The Untold Story of the Bitcoin White Paper

Satoshi Nakamoto and his early rejection from an academic conference in 2008. Stories from a parallel universe.

Seres István András
4 min readFeb 23, 2021

Many of us know the Bitcoin White Paper inside out. It is a landmark work and achievement. It was the very document that spearheaded the launch of the Bitcoin network and its digital currency, the bitcoin — which has recently reached $1 trillion dollar market value. However, only a few have heard about the peculiar and painful story of the Bitcoin White Paper as an academic work. After completing the writing of his groundbreaking work in 2008, Satoshi Nakamoto attempted to publish his paper at ACM CCS. The Computer and Communications Security Conference (CCS) is one of the most prestigious venues for advances in computer science.

The ACM CCS 2008 poster. Satoshi Nakamoto released the Bitcoin White Paper on the very last day of the conference. Would it be a coincidence?

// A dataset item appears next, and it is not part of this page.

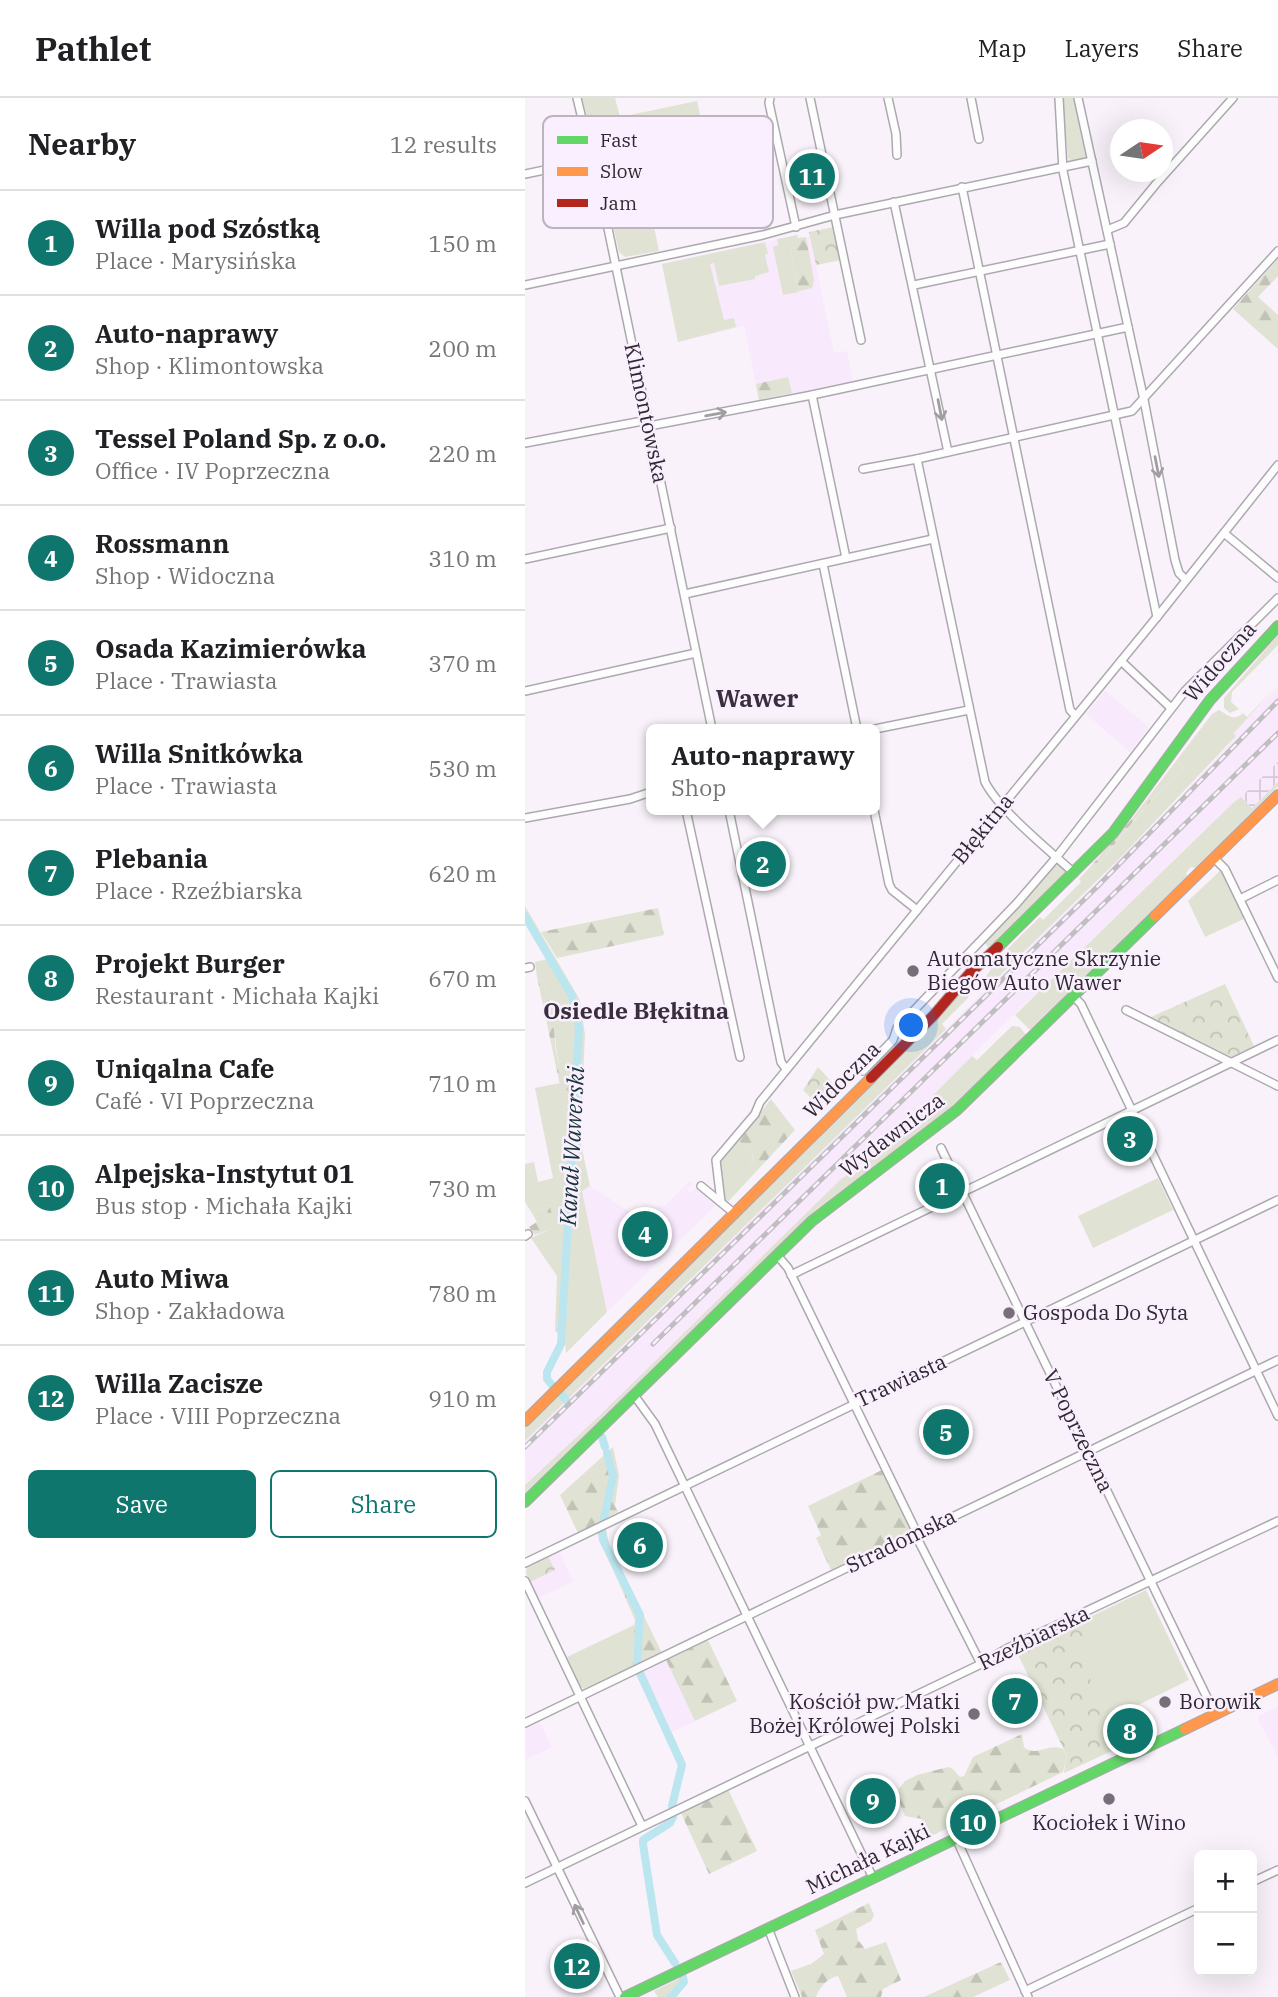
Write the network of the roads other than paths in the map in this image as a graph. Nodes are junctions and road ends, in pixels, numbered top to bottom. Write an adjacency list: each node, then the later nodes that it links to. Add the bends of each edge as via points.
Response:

Satoshi wished to validate his extraordinary ideas before the implementation and broader release of Bitcoin to the world. To that end, he submitted his work on Bitcoin to the ACM CCS’08 program committee. He firmly believed in the power and justice of the peer-review process. He eagerly wished to have more vigilant and sharp eyes on his unprecedented work. In the end, maybe he made a mistake or he might have left an unrecoverable error in his system’s design. He was languorously looking forward to learning fellow highly regarded scholars’ opinions and constructive comments on his proposal for a peer-to-peer electronic cash system.

Pictures from a CCS conference. A vibrant and unique professional community

After agonizing months of waiting for the insightful CCS reviews, Satoshi finally received 3 thorough reviews from the best minds of his field. With trembling hands, he clicked on the incoming e-mail from the CCS program committee. He started to read the reviews with flutter.

On behalf of the program committee, we regret to inform you that your submission #6102 titled “Bitcoin: A Peer-to-Peer Electronic Cash System” will not be included in the ACM Conference on Computer and Communications Security (ACM CCS) 2008.

Reviewer A.

This decentralized electronic cash proposal might eventually work, but it completely lacks a grounded security analysis! The authors should define proper ideal functionalities, preferably in the Universal composability framework, and then they should subsequently prove that the proposed Bitcoin protocol achieves the claimed security properties. Without such a formal analysis, I simply can’t accept the work for this scholarly venue.

Another blazing issue is that of anonymity. The authors seem to overlook the power of transaction graph analysis. The alleged anonymity part of the paper especially needs to be revised! Physical cash would provide higher levels of financial privacy than this easily traceable digital cash. I doubt if any privacy-focused person would ever want to use this currency for any privacy-critical transaction. However, maybe, with some clever techniques, one might enhance financial privacy by obscuring transactions in the transaction graph? Sadly, this line of thinking was not pursued in the paper.

While the problem tackled by the paper is indeed interesting, the paper falls especially short when outlining its contribution when compared to other digital money proposals used in the literature.

Overall merit: Reject and resubmit

Reviewer B.

The scientific contribution of this paper — if there is any at all — is at best hopelessly insignificant. It seems more like a trivial extension of Hashcash. Moreover, Hashcash is already known to be a dead end. I don’t see much science in this manuscript.

The purported one-CPU-one-vote property of the proof of work mechanism looks overly idealistic. Why does not the author analyse the possibility of people amassing a tremendous amount of CPUs for the sole purpose of mining new bitcoins? Such a group of people could potentially subvert this brittle decentralized financial network.

Overall, the paper is very poorly written.

Overall merit: Reject

Reviewer C.

This paper is so badly written I could barely get through it.

For instance, a crucial blunder: the block size and other stated parameters of the system (e.g., the 10-minute block interval) are effectively left unjustified. The authors in the title promised to deliver an electronic cash system. Small blocks of transactions arriving every 10 minutes do not seem to provide sensible throughput for this “cash” system. But this is just one example. The paper abundances in such grey areas.

The analysis of the double-spend attack at the end of the paper is extremely simplistic. Indeed, by the end of the paper, the reader is left with a feeling of ‘so what now’?

Overall merit: Reject

Years after years, Satoshi Nakamoto maybe even up to this very day tries to publish his digital cash system in a top-tier computer science conference. He rewrote the Bitcoin white paper dozens of times. For every submission, he chooses a different pseudonym to get his ingenious digital cash paper into the most prestigious computer science conferences in the world. However, his scholarly success yet remains to be seen.

Disclaimer

Note, that this piece is purely fictional. Luckily, Satoshi Nakamoto did not even try to submit the Bitcoin White Paper to any conference. He just proactively implemented his ideas and released them to the world. Maybe, if he had submitted his work, we would have never seen Bitcoin in the first place?

Btw, for an even more comprehensive list of errors in the Bitcoin White Paper, see this list by David A. Harding or this one by Joseph Bonneau.